Oregon is actually the lead state in a group of 12—including the ELL-rich states of California and Florida—that will develop the assessments used to annually measure how English-language learners are progressing toward proficiency. The other states in the group are Arkansas, Iowa, Kansas, Louisiana, Nebraska, Ohio, South Carolina, Washington, and West Virginia. Oregon's key non-state partners in this effort include Stanford University and the Council of Chief State School Officers.
This effort also brings us a new acronym to add to our edu-alphabet soup guide: ELPA21. That's for English Language Proficiency Assessment for the 21st Century consortium.
This is the second federal grant that's been issued to support the creation of an English-language proficiency test that aligns with the common core standards. The first—a $10.5 million award to a group of 28 states led by Wisconsin—was announced a year ago. That group of states is collaborating with the World-Class Instructional Design and Assessment Consortium, or WIDA, to develop technology-based exams.
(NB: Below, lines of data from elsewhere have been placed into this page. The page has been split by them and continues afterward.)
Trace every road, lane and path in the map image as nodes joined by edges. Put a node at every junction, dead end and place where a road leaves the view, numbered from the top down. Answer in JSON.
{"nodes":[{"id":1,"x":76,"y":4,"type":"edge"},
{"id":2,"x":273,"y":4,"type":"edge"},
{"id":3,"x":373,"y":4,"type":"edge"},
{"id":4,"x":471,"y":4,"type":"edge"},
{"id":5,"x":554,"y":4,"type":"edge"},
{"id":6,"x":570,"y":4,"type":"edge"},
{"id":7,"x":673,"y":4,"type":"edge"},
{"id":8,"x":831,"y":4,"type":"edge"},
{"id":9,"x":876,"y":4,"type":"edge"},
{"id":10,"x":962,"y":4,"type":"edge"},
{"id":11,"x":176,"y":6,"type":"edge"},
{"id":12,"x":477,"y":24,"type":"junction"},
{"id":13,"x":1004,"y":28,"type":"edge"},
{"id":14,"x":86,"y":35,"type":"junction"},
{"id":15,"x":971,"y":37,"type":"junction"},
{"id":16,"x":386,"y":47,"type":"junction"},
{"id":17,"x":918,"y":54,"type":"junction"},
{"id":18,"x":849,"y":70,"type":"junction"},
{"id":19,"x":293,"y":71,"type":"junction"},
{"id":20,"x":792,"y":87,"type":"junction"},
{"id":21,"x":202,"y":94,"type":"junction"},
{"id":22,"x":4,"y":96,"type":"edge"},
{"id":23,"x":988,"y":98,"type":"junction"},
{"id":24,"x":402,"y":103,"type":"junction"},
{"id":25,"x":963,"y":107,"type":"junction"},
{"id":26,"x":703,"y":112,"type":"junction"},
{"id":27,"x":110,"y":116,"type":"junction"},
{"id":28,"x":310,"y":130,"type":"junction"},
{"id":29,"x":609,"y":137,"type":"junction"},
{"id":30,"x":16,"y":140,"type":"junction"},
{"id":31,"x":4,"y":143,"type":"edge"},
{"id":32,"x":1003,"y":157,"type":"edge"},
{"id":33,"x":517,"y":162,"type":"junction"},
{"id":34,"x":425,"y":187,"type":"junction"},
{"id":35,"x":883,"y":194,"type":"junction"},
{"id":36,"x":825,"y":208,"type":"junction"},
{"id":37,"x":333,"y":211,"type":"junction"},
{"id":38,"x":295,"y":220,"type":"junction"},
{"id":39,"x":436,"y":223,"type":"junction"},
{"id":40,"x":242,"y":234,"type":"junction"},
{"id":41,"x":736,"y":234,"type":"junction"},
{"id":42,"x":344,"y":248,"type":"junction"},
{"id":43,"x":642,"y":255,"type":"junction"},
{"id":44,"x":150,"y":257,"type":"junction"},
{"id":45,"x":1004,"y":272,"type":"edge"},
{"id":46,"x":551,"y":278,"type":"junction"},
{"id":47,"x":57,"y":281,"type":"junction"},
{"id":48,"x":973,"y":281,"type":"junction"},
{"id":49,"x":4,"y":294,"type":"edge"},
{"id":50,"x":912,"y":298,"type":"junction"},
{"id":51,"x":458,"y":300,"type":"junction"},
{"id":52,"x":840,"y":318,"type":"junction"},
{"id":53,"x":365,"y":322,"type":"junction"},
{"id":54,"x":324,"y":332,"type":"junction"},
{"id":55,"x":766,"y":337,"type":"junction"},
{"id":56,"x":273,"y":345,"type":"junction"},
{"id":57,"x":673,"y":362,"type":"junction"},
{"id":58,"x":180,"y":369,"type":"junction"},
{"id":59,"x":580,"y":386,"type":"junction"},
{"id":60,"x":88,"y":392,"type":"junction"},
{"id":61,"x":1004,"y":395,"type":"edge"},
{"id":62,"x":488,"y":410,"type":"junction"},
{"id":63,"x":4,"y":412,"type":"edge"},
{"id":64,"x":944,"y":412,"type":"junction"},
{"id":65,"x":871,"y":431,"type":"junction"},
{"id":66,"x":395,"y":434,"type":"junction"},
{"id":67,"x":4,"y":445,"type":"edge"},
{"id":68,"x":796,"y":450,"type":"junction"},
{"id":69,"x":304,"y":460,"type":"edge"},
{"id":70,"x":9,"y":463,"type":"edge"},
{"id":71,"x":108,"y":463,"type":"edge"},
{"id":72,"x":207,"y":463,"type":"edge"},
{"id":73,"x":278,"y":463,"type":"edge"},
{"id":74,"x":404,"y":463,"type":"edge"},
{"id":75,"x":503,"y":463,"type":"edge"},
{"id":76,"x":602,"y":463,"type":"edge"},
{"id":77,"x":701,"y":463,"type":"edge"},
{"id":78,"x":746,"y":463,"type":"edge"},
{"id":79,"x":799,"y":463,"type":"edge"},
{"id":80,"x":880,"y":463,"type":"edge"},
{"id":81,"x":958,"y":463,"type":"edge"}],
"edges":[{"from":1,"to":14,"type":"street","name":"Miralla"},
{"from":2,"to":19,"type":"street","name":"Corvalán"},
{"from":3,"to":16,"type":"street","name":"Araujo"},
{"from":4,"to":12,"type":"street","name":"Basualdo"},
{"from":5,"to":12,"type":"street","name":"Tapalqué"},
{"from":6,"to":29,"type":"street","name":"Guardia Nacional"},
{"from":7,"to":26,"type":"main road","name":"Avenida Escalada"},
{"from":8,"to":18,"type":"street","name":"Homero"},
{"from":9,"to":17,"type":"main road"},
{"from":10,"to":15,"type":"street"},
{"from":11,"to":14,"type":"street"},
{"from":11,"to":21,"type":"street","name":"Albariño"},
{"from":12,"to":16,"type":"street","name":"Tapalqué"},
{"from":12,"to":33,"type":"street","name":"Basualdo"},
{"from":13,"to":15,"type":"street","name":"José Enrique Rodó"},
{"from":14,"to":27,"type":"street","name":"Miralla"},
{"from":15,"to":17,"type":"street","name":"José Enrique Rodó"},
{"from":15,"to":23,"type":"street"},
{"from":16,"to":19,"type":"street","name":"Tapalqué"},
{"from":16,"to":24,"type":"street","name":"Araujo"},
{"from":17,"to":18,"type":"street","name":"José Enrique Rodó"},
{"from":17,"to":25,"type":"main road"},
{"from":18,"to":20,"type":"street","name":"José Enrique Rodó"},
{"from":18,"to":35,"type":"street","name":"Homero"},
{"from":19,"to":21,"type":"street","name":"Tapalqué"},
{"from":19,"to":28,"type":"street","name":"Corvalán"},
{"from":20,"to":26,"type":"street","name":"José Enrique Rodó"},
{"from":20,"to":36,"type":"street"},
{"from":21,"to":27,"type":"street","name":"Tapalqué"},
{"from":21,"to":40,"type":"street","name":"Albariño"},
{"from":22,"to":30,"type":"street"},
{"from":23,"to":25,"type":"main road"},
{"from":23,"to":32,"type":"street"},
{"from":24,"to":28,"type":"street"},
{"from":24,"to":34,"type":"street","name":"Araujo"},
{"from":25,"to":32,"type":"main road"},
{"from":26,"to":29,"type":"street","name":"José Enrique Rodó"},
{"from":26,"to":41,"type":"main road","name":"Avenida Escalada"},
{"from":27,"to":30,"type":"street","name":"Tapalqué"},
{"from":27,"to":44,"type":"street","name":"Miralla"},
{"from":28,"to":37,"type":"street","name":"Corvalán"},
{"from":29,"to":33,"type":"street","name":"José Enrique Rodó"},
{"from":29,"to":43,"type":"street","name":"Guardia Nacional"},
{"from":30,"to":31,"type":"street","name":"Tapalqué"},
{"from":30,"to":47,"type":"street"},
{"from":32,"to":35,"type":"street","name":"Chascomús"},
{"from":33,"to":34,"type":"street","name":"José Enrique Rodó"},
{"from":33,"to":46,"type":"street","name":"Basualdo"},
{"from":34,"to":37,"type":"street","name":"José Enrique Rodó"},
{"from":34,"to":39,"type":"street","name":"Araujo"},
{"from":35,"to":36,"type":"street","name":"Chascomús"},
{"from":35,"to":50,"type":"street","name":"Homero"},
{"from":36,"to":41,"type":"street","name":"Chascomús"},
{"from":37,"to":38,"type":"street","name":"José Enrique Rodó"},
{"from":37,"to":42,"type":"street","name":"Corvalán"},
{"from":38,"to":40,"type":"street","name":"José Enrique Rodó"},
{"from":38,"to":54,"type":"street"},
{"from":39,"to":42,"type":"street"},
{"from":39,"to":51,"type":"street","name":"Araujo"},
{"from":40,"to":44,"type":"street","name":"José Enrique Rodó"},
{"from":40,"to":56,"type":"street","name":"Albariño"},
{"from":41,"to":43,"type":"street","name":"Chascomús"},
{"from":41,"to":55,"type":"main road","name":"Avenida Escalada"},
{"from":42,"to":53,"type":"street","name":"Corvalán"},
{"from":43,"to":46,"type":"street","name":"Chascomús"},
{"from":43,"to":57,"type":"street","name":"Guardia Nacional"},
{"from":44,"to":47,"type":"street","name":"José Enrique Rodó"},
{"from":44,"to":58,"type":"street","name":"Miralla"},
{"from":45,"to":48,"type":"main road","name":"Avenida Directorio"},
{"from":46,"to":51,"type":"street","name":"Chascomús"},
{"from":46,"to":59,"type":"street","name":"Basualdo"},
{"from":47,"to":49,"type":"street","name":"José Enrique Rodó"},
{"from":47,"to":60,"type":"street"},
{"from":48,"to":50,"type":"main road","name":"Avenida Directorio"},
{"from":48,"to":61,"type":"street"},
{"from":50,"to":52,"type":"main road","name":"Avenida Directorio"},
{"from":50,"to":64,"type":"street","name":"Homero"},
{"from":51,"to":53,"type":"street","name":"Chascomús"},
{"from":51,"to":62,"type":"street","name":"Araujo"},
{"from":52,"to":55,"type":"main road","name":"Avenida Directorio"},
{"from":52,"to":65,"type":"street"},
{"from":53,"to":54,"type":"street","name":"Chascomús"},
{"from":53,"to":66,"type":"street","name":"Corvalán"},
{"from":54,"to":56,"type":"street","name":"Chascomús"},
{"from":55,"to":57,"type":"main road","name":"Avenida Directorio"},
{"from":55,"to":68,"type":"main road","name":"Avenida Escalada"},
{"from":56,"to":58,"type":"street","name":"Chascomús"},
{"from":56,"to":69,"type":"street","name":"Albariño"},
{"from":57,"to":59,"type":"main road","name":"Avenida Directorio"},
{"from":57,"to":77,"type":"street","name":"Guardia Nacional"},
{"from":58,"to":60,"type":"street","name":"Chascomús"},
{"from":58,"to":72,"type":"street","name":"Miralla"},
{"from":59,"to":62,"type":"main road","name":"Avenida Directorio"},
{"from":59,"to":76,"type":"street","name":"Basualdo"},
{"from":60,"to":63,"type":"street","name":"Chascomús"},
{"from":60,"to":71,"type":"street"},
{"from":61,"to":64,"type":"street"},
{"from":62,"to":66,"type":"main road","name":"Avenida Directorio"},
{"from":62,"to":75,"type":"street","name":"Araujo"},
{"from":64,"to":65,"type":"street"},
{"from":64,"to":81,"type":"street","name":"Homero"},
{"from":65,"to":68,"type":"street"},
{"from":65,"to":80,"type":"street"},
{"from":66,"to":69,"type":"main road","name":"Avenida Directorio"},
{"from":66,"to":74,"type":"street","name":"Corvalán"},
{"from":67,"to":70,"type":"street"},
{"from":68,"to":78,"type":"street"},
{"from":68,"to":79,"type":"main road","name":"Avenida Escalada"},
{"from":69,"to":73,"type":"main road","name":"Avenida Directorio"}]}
That California and Florida are among the dozen states in the Oregon-led group helps settle in part the question of how English-language proficiency for the millions of ELLs who do not attend school in states that are part of the WIDA group would be measured in the common-core era. California, as you probably remember, had previously taken a crack as the lead in a consortium of 15 states to win a grant and was rejected by the Ed. Dept.